Extreme engineering: Practice makes perfect ahead of fitting out the new Discovery Building
23 November, 2021 Rothera
The new science and operations facility at Rothera Research Station, the Discovery Building, has a unique design to meet the challenges of living and working in Antarctica, along with helping British Antarctic Survey achieve its target of Net Zero carbon emissions by 2040. Construction started on the building in 2019 and the team from our Antarctic Infrastructure Modernisation Programme (AIMP) recently mocked up the plant room in Glasgow, or engine of the building, to triple check every piece of equipment, before shipping to Antarctica later this year. Dave Brand (Project Manager for Rothera Modernisation), Thomas Roberts (Mechanical Project Engineer) and Matt Meaden (Electrical and Power Generation Engineer) discuss why it’s important to construct elements of the new building in the UK before heading to Antarctica and how the new equipment will limit the impact on Antarctica’s pristine environment.
Last month, colleagues from across the AIMP partnership travelled to Inverness and Glasgow to subcontractors G A Barnie (GAB) and DTGen where the Discovery Building equipment was being put through its paces, ahead of being shipped to Antarctica for construction.
Testing the plant room and energy centre
The two weeks focussed on factory acceptance tests for all equipment and were a great success. GAB had mocked up the Discovery plant room and the team spent the time running through all the new systems to learn and challenge the operation and maintenance regimes.
The plant room and energy centre provide the critical life support systems that will allow us to operate the Discovery Building and the wider station. The life support systems we tested will enable us to transition to a different way of working, where rooms have a multi-purpose function depending on the time of year and there are varying occupancies throughout the seasons.
Our Estates team got real value out of operating the kit for themselves, and suppliers were on site to demonstrate operation and answer any queries we had.
The BAS and Ramboll Team were also able to see the testing of the boilers, the mist suppression pumps and the fire alarm system, lighting and the building management system.
The reverse osmosis plant that generates drinkable water from seawater was also tested. Through the process of water purification, the salt and other impurities are removed from the sea water using a semi-permeable membrane.
The Uninterrupted Power Supply (UPS) in the form of back up batteries was also demonstrated. The purpose of the UPS is to provide a back-up power supply if the critical components of a life support system fail, thus providing assurance that even during a power black-out, these systems keep running. This is especially important in Antarctica where temperatures can reach up to minus 40 degrees.
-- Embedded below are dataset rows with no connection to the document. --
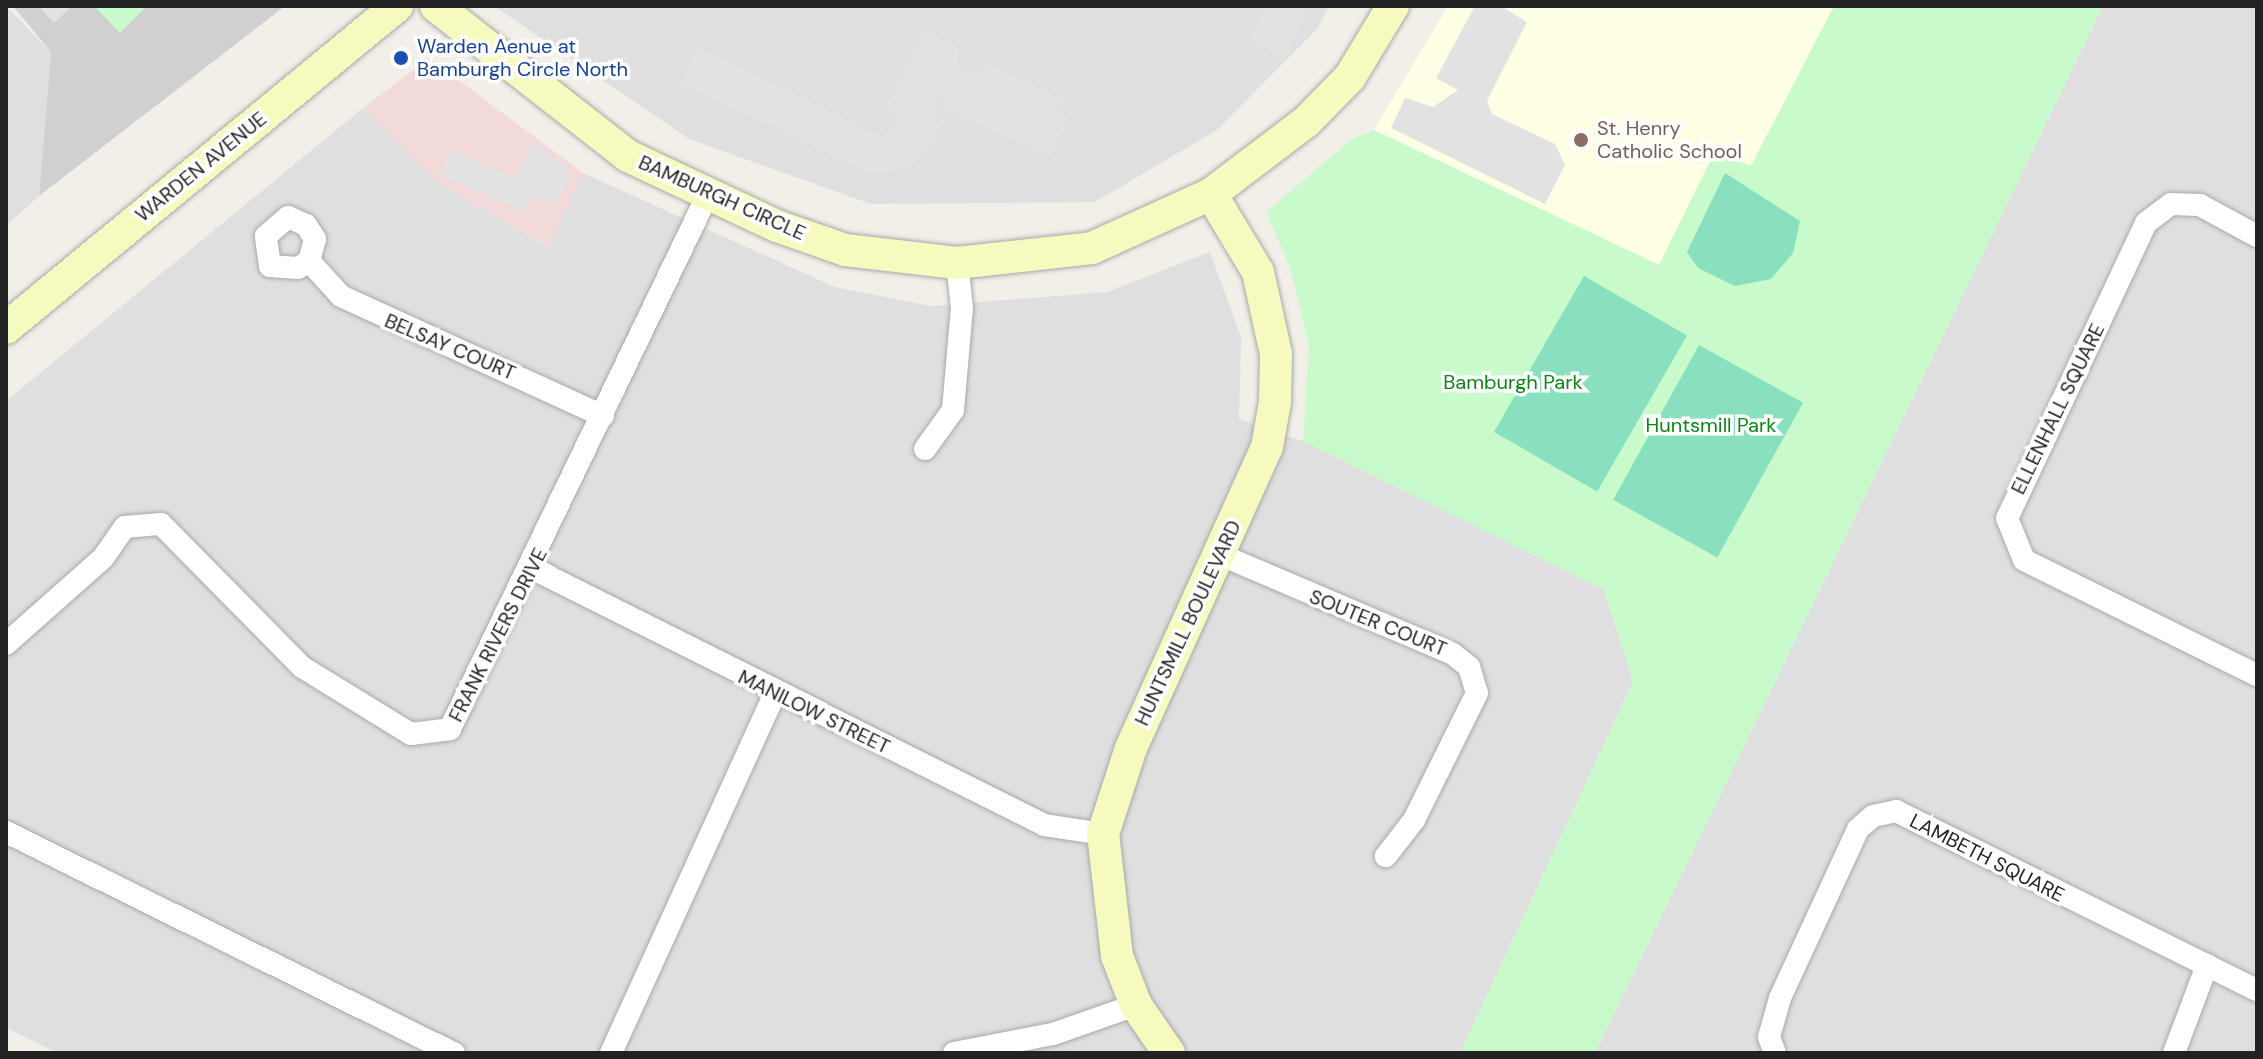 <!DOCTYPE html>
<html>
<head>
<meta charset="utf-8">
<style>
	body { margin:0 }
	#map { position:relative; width:2263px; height:1059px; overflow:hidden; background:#f2efe9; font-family:"DM Sans",sans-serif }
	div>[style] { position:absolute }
	.residential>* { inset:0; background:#e0dfdf }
	.commercial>* { inset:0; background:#f2dad9 }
	.education>* { inset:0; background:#ffffe5 }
	.religious>* { inset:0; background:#d0d0d0 }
	.park>* { inset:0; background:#c8facc }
	.pitch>* { inset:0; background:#88e0be; transform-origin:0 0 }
	.parking>* { inset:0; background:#e2e2e2 }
	.roads { filter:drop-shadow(0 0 2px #a9a9a9) drop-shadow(0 0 2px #a9a9a9) }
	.street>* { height:22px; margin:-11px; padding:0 11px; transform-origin:11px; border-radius:11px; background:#fff }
	.secondary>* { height:32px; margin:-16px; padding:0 16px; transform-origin:16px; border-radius:16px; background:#f7fabf }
	.dots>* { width:22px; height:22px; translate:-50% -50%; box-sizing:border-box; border:4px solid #fff; border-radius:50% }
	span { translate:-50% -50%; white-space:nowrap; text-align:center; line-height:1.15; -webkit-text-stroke:7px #fff; paint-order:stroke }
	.transit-label { font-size:20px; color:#164399 }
	.left { translate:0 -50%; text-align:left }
	.education-label { font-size:20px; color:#785e54 }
	.street-label { font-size:20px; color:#222 }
	.park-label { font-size:20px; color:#0c8416 }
	.frame { position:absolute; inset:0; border:8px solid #222; pointer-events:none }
</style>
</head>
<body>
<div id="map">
	<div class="residential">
		<div style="clip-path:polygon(6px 6px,51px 52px,39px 196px,6px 226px)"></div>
		<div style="clip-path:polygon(494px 6px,1329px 6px,1316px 30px,1217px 130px,1095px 202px,871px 204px,689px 139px)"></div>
		<div style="clip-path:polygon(2103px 6px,2257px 6px,2257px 1053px,1595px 1053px)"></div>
		<div style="clip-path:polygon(363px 108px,441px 184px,547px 247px,583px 173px,835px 287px,931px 306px,1107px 292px,1210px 252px,1241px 337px,1239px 419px,1303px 441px,1604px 589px,1633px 682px,1460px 1053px,58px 1053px,6px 1028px,6px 401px)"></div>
	</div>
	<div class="commercial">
		<div style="clip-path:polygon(429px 58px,583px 173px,548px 247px,440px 184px,363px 108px)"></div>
	</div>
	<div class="education">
		<div style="clip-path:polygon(1448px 6px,1834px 6px,1751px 167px,1715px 152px,1659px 265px,1374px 130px)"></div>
	</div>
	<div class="religious">
		<div style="clip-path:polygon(13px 6px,285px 6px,39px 196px,51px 52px)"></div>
	</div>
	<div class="park">
		<div style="clip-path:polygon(94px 6px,147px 6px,120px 33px)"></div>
		<div style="clip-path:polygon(1834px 6px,2103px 6px,1595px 1053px,1460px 1053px,1633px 682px,1604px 590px,1303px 441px,1309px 347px,1291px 270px,1266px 212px,1351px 140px,1374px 130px,1659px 265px,1715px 151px,1751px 166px)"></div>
	</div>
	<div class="pitch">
		<div style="clip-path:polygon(1725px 173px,1800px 221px,1793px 253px,1771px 279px,1735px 286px,1698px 268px,1687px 252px)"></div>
		<div style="left:1584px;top:276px;width:119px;height:180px;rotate:30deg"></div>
		<div style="left:1699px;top:345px;width:119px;height:177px;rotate:29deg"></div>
	</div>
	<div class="parking">
		<div style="clip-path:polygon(39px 6px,72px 6px,54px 23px)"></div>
		<div style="clip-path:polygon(1266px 6px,1310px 6px,1284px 59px,1250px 40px)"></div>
		<div style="clip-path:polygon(1475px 6px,1501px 6px,1527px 22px,1487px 101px,1492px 114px,1555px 144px,1565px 165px,1545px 204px,1391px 128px,1405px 98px,1433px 107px,1458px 90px,1436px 78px)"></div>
		<div style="clip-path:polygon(925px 31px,959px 48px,958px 68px,975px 76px,984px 62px,1063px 99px,1056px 113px,1069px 118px,1051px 157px,943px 108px,950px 94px,941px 92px,931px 113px,945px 120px,921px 159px,900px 171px,869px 173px,681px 84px,697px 47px,882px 136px,901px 115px,887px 106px)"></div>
		<div style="clip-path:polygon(532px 142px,572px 172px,554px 205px,532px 196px,525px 213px,440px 175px,451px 150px,516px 178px)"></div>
	</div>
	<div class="roads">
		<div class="street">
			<div style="left:2257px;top:236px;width:65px;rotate:-151.5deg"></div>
			<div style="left:2200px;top:205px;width:29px;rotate:-178deg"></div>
			<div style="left:2171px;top:204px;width:31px;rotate:143deg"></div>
			<div style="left:2146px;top:223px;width:326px;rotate:115.2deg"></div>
			<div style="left:2007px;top:518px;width:45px;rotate:68deg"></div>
			<div style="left:2024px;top:560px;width:260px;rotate:26.3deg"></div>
			<div style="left:309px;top:261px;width:13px;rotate:148deg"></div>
			<div style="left:298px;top:268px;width:28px;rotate:-176deg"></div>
			<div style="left:270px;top:266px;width:30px;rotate:-98deg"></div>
			<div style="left:266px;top:236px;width:29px;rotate:-41deg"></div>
			<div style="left:288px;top:217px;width:20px;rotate:24deg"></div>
			<div style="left:306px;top:225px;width:17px;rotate:57deg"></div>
			<div style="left:315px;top:239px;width:23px;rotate:105deg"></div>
			<div style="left:309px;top:261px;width:47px;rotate:47.6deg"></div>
			<div style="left:341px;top:296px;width:288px;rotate:24.6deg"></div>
			<div style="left:925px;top:449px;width:48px;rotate:-54.3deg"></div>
			<div style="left:953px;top:410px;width:102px;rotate:-85deg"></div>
			<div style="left:962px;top:308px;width:45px;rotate:-96.3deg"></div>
			<div style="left:1221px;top:555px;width:252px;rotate:23.1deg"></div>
			<div style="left:1453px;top:654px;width:21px;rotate:39deg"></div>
			<div style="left:1469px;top:667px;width:27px;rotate:73deg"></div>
			<div style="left:1477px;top:693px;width:142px;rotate:116.4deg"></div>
			<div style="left:1414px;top:820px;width:46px;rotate:127.9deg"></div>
			<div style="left:532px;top:568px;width:573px;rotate:26.65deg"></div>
			<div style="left:1044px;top:825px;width:60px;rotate:8.7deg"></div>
			<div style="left:6px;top:644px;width:130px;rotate:-41.6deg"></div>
			<div style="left:103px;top:558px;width:38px;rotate:-55deg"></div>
			<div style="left:125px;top:527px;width:36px;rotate:-5deg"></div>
			<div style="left:161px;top:524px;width:201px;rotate:45.4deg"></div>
			<div style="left:302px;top:667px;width:128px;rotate:31.6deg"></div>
			<div style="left:411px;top:734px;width:39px;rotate:-7deg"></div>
			<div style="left:450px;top:729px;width:596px;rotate:-64.25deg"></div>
			<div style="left:6px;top:832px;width:500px;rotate:26.3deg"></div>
			<div style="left:611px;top:1053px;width:396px;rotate:-65.5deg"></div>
			<div style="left:954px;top:1053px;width:101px;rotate:-10.9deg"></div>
			<div style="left:1053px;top:1034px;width:88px;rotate:-19.3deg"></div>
			<div style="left:1775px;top:1053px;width:17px;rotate:-111deg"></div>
			<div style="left:1769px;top:1037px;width:41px;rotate:-74.2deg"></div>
			<div style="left:1780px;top:998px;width:186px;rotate:-65.2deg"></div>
			<div style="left:1858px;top:829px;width:20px;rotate:-41deg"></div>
			<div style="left:1873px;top:816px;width:24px;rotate:-12deg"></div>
			<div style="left:1896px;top:811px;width:403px;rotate:26.4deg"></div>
			<div style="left:2174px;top:1053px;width:94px;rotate:-69.4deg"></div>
		</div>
		<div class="secondary">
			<div style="left:436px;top:6px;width:244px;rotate:38deg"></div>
			<div style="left:628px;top:156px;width:165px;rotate:25.2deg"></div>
			<div style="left:777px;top:226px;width:72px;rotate:19.4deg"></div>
			<div style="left:845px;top:250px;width:113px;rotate:6.6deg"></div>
			<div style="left:957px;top:263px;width:136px;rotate:-6.3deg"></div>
			<div style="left:1092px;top:248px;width:131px;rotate:-24.4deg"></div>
			<div style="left:1211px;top:194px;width:119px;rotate:-37.2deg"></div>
			<div style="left:1306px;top:122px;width:63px;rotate:-45.6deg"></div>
			<div style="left:1350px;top:77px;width:83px;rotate:-58.8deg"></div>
			<div style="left:6px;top:328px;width:507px;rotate:-39.47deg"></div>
			<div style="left:1169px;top:1053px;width:58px;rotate:-124.5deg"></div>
			<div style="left:1136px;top:1005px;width:53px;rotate:-111.2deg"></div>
			<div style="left:1117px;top:956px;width:123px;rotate:-96.5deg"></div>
			<div style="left:1103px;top:834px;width:90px;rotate:-72deg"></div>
			<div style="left:1131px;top:748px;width:330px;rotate:-65.7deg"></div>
			<div style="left:1267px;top:447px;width:46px;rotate:-79.9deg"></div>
			<div style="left:1275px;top:402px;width:48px;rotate:-88.8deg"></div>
			<div style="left:1276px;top:354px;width:84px;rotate:-102.4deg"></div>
			<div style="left:1258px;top:272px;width:91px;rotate:-121.1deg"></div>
		</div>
	</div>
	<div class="dots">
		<div style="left:401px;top:58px;background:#1a4fb4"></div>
		<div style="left:1581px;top:140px;background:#8d6e63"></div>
	</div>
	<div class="transit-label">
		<span class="left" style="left:417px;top:58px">Warden Aenue at<br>Bamburgh Circle North</span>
	</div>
	<div class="education-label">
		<span class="left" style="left:1597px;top:140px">St. Henry<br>Catholic School</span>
	</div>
	<div class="street-label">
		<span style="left:201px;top:167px;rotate:-39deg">WARDEN AVENUE</span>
		<span style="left:722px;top:198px;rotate:24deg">BAMBURGH CIRCLE</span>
		<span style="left:450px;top:347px;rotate:23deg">BELSAY COURT</span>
		<span style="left:2058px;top:409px;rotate:-64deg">ELLENHALL SQUARE</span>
		<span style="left:1188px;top:623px;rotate:-65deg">HUNTSMILL BOULEVARD</span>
		<span style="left:1378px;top:623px;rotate:22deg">SOUTER COURT</span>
		<span style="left:498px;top:635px;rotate:-63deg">FRANK RIVERS DRIVE</span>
		<span style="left:814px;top:712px;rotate:26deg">MANILOW STREET</span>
		<span style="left:1987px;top:858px;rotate:27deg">LAMBETH SQUARE</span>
	</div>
	<div class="park-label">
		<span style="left:1513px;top:382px">Bamburgh Park</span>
		<span style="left:1711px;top:425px">Huntsmill Park</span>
	</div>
	<div class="frame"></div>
</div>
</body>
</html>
Generating power and saving energy
At DTGen in Glasgow, the four 200kW generators were tested to ensure that the combined heat and power modifications met the design specification to make the estate at Rothera 25% more energy efficient at producing power.
Waste heat will be recovered from the exhaust gases as well as the engine water jacket using heat exchangers. This thermal data has been captured and will be used in dynamic thermal simulation modelling to tune the operational parameters, which will ensure the engines are efficient as possible for the thermal and electrical load profile of the Discovery Building.
The engines were also fitted with diesel particulate filters to ensure that when the engines are running at Rothera they are the most emission friendly in their class.
The generators were also tested to the absolute maximum; running at 110% load (220kW) to prove the resilience of the system. The power generation system is vital to running the other critical life support systems in the Discovery Building, and hence their resilience is of utmost importance.
To help monitor the generators, there is an 18” touch screen that shows the status of all four engines at once and will be installed local to the energy centre. This information will be at the fingertips of BAS Estates operatives at Rothera as it can be relayed to any screen in the Discovery Building allowing the operation of the generators to be managed more efficiently based on the electrical demand from the station.
Why we test before we travel to Antarctica
The team came away from the factory acceptance testing confident in the delivery of robust systems and impressed with efforts going in to ensure quality of every piece of equipment.
Ultimately, the time spent with DTGen and GAB helped the team identify improvements and reduce risk in commissioning the plant at Rothera Research Station.
It was brilliant to finally meet face-to-face again with everyone involved with the project over the last few years. We are looking forward to seeing the teams from all our AIMP partners travel to Antarctica for the installation and commissioning of this equipment over the next couple of years and finally see it operational!